- _Assignment_: The answer must consist of each line below that holds the word "Vale", copied as it stands.
The records below:
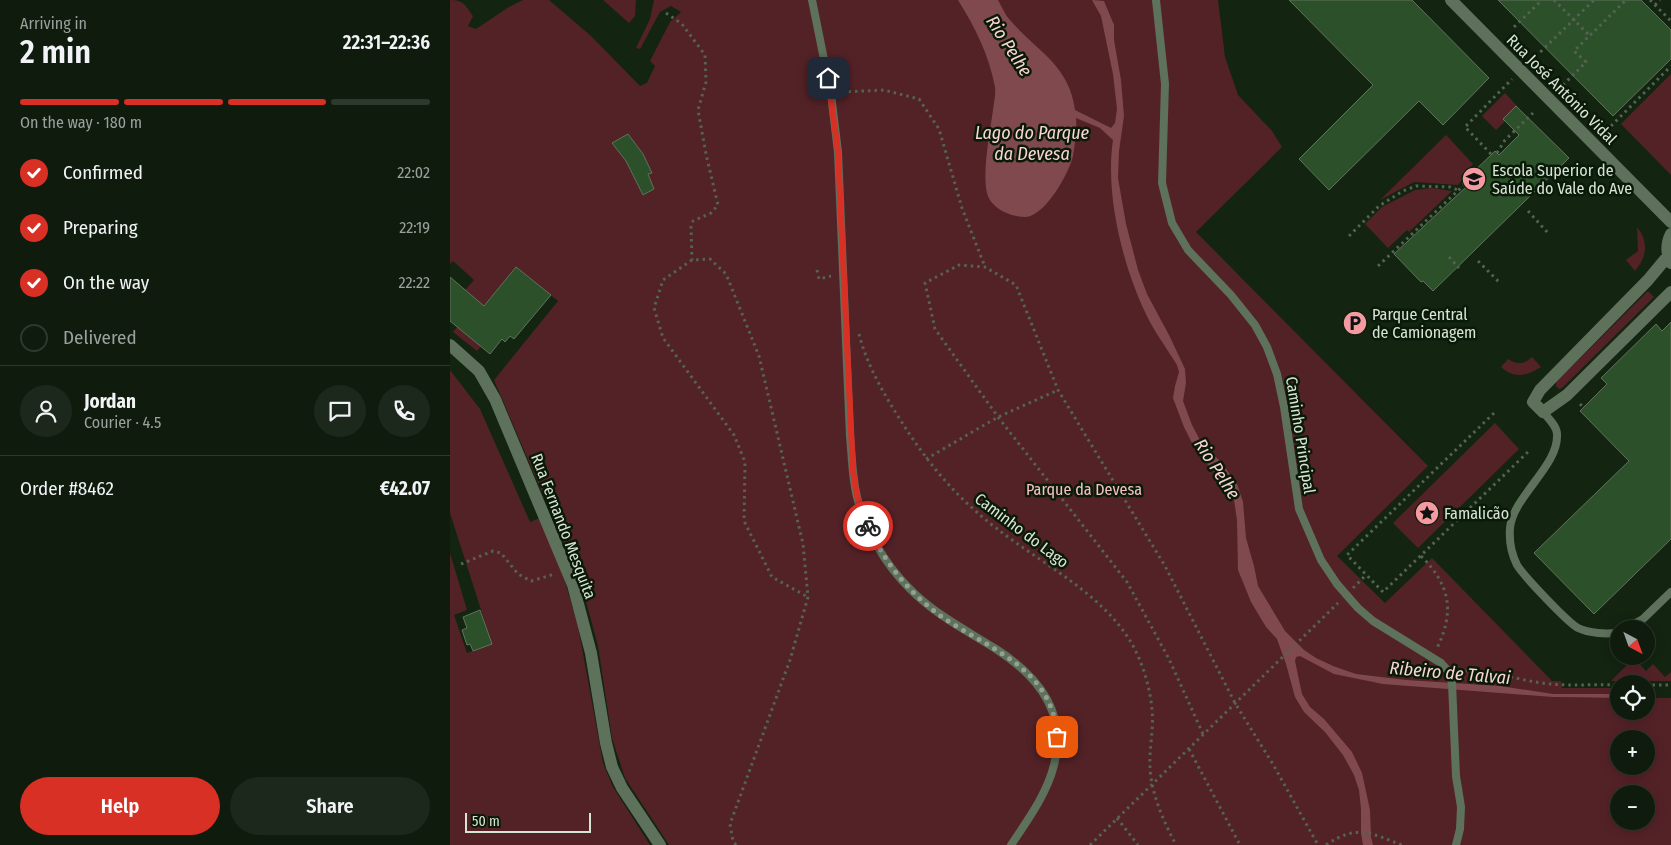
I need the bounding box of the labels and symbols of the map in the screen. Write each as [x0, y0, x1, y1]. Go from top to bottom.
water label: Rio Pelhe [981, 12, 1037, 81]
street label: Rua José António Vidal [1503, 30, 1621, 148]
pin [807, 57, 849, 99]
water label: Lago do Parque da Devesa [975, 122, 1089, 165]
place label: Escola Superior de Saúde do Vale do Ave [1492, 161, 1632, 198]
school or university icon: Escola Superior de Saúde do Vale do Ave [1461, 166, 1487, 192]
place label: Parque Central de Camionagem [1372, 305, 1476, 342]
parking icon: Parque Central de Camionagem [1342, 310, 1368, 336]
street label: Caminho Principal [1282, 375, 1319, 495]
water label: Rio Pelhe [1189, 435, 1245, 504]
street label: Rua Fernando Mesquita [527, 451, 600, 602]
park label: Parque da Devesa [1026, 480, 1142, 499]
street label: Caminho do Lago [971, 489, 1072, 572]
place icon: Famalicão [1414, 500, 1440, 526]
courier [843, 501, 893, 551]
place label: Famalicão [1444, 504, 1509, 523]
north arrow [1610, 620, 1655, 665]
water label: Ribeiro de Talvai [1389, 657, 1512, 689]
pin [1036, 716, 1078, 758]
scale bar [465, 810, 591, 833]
End of The records.
- _Written response_:
place label: Escola Superior de Saúde do Vale do Ave [1492, 161, 1632, 198]
school or university icon: Escola Superior de Saúde do Vale do Ave [1461, 166, 1487, 192]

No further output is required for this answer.